Rentner continues, “In this landscape, natural processes have been muted or controlled, and giving new life to landscapes like this is simply about a recognition that we’re learning a lot more about our own reliance on ecological processes to keep ourselves and our families healthy. This image is a representation of what we used to think was necessary for economic growth, to manage water in a way that wouldn’t harm people, but what we know now is that we need the landscape to look really different to sustain people in healthy ways and make us more resilient to what is coming down the pipeline. This is the landscape that we work in. We give new life to river landscapes, so we empower people with proven solutions for resilient communities.”
Sustainable Conservation supports collaborative solutions to meet the water needs of California’s environment, people, and economy. Massell frames Ponds and Streams by reminding the viewer that “Everything depends on water, and the earth is drying up. Groundwater is plummeting, snowpack is shrinking, and even the ground beneath our feet is sinking. In our dreams of endless progress and efficient order, we have forgotten the wildness of our origins—but it still emerges mercilessly in drought, fire, and flood.”
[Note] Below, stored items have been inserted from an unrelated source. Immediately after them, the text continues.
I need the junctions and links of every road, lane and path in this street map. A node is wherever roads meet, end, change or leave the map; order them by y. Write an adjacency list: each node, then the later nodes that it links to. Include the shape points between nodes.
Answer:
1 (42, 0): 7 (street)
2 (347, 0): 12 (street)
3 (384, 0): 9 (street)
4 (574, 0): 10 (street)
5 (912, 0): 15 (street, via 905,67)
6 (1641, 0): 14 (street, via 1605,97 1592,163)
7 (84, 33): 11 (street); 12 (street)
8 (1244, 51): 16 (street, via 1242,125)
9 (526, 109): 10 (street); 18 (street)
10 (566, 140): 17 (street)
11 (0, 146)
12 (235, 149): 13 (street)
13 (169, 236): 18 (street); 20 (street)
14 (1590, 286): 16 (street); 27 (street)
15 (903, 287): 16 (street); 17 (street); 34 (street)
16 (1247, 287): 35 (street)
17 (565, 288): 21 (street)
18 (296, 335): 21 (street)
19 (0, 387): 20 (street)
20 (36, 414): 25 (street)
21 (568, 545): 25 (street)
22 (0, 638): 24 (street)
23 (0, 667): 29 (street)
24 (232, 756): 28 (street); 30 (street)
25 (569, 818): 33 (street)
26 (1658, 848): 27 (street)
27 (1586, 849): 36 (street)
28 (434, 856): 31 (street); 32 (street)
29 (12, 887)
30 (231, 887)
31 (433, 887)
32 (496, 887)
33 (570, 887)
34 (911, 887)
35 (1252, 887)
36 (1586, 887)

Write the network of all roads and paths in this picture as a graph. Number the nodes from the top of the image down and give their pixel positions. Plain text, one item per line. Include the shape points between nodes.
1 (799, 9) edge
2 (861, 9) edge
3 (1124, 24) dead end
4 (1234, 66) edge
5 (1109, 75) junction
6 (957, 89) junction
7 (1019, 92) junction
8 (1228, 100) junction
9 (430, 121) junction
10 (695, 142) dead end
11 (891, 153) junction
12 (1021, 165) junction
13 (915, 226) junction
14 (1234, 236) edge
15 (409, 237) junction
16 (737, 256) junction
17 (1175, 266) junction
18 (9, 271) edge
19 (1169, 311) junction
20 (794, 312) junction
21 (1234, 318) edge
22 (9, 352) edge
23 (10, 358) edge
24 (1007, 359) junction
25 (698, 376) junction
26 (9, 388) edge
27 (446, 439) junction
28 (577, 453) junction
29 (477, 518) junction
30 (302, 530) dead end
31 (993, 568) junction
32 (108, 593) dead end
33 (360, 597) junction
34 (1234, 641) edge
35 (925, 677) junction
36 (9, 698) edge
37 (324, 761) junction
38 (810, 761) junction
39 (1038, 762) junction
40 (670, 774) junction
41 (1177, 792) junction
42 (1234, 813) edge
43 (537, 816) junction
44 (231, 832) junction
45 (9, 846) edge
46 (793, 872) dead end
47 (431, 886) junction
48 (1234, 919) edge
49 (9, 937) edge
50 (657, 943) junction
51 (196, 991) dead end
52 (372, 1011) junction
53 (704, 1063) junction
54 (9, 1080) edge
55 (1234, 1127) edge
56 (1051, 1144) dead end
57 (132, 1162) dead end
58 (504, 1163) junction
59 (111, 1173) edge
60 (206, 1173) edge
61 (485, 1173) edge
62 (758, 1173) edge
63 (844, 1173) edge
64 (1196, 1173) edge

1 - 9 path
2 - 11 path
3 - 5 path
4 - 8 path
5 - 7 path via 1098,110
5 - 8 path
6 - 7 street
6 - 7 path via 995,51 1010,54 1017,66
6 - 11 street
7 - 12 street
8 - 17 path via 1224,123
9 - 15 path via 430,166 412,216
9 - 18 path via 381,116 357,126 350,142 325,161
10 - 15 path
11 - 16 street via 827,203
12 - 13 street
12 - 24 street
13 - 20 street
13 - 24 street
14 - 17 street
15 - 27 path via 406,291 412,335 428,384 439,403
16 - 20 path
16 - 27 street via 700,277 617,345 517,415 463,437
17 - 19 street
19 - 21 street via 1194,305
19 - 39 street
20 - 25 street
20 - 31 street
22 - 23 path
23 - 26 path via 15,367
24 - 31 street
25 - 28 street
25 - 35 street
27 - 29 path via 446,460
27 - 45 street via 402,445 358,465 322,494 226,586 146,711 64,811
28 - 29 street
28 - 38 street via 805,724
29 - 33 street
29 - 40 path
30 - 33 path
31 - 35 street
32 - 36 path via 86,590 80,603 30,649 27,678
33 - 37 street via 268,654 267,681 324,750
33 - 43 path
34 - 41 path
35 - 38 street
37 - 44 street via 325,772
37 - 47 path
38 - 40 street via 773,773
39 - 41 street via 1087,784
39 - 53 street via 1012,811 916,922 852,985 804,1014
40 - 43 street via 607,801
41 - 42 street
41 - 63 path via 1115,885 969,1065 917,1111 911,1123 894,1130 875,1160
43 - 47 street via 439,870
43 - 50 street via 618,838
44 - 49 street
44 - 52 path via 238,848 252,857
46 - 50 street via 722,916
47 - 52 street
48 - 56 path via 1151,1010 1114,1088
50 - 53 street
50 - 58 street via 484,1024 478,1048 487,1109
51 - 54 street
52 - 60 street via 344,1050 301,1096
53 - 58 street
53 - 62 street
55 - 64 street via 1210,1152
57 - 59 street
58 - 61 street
Thiebaud’s painting explores the geometric textures of the land as it has been shaped and tamed into plowed furrows, planned orchards, and controlled canal systems. “When I look at this painting, the water is very contained,” Massell says. “The irrigation canal may have once been a river, which in its natural state may have been rather messy, had a lot of meandering curves and vegetation all around it. Rivers tend to form and reform their channels year after year, so they need room. This is a very orderly view of a “disorderly” environment, but that’s California. The Central Valley is volatile and vulnerable in its abundance it is a highly variable landscape upon which we impose human order.”